Saved entries
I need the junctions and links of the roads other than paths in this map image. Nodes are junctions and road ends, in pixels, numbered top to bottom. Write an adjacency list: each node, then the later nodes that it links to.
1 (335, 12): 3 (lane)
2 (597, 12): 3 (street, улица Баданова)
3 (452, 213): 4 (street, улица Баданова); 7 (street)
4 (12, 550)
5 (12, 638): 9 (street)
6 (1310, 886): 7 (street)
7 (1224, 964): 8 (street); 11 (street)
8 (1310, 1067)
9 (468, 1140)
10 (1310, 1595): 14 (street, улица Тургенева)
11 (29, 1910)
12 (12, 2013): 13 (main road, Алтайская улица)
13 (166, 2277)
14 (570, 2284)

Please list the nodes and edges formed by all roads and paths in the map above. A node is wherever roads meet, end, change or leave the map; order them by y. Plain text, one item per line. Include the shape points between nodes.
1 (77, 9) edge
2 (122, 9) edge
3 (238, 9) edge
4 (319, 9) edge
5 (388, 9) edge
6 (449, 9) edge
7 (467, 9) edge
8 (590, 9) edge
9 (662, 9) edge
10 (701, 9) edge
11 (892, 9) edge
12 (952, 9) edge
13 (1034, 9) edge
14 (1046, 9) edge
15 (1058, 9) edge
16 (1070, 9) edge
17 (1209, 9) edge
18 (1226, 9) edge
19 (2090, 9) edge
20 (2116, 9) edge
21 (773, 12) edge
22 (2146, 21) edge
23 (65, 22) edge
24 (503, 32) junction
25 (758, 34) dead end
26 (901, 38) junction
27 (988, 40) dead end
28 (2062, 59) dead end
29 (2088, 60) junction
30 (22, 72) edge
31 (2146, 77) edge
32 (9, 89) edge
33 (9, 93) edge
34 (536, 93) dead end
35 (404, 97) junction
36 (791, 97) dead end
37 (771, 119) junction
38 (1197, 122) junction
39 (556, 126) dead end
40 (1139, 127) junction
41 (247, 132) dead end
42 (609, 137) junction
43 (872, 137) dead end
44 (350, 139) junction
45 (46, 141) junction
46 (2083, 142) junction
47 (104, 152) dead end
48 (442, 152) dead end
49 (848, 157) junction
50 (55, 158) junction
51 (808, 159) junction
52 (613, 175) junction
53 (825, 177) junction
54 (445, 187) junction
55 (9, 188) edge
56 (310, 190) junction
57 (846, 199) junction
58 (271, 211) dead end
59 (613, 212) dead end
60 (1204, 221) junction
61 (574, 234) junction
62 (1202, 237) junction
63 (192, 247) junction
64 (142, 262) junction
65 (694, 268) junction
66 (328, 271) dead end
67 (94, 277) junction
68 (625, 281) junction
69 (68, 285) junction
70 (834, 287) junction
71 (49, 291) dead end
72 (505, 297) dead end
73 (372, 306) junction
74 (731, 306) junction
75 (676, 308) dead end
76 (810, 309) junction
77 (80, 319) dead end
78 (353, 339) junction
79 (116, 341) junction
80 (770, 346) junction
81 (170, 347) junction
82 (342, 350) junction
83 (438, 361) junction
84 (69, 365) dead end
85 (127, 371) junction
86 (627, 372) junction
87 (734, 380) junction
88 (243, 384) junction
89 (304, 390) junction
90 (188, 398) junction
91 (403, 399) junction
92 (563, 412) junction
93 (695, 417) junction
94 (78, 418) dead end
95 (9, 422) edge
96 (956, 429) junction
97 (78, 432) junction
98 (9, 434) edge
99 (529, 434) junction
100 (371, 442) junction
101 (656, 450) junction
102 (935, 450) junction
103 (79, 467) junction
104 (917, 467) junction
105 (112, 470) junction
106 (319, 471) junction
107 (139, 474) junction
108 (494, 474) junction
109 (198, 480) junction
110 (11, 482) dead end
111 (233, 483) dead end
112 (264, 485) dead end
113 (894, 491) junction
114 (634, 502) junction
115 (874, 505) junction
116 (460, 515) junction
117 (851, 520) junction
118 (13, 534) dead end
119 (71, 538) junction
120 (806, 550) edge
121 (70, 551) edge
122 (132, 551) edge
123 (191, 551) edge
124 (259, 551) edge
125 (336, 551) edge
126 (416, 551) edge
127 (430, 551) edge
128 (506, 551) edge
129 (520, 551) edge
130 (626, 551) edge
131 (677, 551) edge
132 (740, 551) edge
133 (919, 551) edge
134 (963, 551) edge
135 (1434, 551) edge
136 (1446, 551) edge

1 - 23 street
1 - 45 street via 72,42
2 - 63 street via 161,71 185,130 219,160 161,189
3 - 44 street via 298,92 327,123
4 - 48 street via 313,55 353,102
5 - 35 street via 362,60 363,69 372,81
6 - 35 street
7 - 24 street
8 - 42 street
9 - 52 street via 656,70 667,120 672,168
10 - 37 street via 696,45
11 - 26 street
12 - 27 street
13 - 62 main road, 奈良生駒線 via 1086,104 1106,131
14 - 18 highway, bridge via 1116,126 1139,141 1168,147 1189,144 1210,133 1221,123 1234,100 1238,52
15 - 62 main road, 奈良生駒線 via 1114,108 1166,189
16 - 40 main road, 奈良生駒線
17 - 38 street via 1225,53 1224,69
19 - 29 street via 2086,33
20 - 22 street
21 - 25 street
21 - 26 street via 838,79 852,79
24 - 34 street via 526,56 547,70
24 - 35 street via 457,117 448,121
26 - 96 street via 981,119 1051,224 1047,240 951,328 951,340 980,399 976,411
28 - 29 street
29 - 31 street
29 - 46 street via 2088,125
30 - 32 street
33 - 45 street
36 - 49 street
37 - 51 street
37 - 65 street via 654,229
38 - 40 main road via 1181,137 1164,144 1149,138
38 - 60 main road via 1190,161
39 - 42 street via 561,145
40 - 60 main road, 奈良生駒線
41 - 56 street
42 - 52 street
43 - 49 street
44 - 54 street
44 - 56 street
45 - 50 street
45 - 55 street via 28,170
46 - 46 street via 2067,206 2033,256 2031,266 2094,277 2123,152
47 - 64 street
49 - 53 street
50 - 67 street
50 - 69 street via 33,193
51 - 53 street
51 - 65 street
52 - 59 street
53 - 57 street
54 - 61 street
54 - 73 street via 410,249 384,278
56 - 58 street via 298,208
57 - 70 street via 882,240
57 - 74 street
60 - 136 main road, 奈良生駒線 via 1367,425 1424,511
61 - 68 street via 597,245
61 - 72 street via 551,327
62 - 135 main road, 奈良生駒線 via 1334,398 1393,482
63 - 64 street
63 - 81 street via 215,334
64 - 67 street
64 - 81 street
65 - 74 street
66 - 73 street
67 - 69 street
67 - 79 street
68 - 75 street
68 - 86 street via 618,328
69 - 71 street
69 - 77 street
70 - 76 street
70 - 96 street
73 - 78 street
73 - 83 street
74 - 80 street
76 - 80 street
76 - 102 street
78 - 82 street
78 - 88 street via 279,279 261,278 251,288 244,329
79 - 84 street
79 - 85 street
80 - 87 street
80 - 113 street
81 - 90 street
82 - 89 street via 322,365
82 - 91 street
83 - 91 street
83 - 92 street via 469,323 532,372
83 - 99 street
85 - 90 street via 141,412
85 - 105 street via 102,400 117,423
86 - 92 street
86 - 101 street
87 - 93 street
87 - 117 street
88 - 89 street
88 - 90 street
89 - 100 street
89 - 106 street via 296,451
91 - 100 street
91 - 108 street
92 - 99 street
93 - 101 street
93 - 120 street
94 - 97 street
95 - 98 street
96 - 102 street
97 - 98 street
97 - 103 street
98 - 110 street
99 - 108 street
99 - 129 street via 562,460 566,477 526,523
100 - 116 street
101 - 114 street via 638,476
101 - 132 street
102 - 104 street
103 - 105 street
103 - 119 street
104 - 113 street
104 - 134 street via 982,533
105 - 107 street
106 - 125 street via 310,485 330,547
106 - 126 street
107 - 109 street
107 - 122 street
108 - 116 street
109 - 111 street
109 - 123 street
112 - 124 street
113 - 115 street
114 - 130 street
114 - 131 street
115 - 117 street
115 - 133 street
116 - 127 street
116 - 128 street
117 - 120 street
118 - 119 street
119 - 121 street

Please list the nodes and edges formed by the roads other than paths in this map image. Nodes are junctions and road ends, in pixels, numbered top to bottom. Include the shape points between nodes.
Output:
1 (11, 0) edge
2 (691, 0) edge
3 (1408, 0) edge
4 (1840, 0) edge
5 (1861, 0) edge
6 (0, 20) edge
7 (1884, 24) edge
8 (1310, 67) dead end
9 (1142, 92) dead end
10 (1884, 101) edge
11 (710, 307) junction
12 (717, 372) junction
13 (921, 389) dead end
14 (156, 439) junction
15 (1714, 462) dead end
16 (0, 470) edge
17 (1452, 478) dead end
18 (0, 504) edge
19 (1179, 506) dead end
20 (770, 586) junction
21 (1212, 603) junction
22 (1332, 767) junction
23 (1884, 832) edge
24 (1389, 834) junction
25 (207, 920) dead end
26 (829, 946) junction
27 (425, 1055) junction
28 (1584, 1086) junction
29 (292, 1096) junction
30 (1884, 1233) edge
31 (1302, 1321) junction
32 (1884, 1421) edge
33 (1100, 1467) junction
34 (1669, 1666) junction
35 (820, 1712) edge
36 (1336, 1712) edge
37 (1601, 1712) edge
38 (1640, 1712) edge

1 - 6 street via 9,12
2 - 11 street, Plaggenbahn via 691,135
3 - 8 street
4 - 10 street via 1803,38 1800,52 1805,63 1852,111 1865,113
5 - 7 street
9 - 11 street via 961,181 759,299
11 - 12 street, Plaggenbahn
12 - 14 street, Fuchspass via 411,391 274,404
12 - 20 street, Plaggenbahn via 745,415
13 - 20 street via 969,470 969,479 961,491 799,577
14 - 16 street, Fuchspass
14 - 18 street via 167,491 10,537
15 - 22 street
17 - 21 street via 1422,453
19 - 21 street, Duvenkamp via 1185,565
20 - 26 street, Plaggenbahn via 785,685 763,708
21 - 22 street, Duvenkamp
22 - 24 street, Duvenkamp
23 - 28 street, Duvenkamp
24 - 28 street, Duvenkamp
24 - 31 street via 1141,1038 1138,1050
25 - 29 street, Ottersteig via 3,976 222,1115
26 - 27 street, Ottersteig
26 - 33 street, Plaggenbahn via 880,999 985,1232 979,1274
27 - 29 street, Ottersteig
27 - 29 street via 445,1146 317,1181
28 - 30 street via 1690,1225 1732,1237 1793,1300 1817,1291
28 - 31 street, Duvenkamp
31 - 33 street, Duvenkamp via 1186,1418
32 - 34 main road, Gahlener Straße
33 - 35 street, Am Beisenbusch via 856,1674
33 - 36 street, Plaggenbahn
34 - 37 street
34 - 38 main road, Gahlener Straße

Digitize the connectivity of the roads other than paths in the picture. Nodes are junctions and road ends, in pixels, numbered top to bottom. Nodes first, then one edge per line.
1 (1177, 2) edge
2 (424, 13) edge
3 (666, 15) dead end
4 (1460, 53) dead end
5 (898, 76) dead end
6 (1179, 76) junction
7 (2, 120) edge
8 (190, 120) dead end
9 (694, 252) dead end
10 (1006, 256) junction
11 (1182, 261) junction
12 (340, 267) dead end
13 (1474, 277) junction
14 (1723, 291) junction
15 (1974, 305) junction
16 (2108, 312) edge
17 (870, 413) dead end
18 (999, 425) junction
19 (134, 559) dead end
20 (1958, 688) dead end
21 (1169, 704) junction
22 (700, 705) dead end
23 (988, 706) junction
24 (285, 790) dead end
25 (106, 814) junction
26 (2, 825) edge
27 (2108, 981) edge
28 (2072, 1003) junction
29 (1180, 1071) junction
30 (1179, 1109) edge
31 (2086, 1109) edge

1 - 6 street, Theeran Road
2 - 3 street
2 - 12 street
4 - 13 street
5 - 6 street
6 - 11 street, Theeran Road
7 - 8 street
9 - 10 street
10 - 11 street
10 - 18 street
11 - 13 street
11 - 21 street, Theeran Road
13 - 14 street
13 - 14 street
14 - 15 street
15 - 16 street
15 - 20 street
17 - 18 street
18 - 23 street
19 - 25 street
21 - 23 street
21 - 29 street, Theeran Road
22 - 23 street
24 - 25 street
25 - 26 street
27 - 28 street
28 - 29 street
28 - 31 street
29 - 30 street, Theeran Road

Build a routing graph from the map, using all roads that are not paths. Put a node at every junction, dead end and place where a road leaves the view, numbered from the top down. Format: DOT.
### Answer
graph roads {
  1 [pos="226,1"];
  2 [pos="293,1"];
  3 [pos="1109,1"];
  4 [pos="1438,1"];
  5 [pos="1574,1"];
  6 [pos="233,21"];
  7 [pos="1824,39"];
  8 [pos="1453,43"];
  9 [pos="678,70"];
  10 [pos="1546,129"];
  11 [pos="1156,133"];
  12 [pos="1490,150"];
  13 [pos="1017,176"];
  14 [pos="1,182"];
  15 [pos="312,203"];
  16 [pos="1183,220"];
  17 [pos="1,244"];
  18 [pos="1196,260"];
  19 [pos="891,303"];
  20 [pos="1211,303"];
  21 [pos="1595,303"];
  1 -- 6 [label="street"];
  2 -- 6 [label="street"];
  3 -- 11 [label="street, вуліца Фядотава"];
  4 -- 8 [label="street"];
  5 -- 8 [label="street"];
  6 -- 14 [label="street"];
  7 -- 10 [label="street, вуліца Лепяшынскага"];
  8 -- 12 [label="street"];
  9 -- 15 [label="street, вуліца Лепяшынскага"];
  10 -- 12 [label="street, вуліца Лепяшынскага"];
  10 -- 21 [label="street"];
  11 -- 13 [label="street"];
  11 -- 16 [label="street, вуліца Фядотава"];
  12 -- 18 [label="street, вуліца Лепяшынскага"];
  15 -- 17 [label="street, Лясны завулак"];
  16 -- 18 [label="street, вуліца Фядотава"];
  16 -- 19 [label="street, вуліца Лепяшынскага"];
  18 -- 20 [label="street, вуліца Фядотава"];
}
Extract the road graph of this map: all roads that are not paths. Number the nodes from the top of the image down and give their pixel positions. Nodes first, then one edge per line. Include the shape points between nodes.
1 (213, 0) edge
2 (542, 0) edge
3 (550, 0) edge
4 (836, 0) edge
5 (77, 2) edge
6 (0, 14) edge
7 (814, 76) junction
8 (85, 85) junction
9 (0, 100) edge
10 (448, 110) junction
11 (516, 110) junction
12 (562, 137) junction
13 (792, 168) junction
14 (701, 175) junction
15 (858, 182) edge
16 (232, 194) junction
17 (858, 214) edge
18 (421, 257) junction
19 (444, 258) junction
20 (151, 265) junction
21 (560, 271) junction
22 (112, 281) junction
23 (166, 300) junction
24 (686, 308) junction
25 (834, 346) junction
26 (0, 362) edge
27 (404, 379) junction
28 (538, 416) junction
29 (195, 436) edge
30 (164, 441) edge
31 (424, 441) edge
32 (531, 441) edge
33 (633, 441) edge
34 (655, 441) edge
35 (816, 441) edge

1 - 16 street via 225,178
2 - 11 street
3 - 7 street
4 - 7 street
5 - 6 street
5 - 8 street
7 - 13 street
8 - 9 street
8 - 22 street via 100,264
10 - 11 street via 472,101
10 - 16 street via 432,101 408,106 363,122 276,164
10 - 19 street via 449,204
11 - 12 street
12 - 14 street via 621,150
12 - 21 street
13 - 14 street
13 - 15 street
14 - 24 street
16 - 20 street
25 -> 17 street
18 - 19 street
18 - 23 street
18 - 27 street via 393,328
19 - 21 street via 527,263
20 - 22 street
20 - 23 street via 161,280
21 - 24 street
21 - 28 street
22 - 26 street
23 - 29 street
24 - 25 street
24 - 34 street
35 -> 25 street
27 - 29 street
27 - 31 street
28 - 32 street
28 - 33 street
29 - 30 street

== Work to complete ==
For this exercise, gather every line of the data that contains the word "Plaggenbahn".

== Task result ==
2 - 11 street, Plaggenbahn via 691,135
11 - 12 street, Plaggenbahn
12 - 20 street, Plaggenbahn via 745,415
20 - 26 street, Plaggenbahn via 785,685 763,708
26 - 33 street, Plaggenbahn via 880,999 985,1232 979,1274
33 - 36 street, Plaggenbahn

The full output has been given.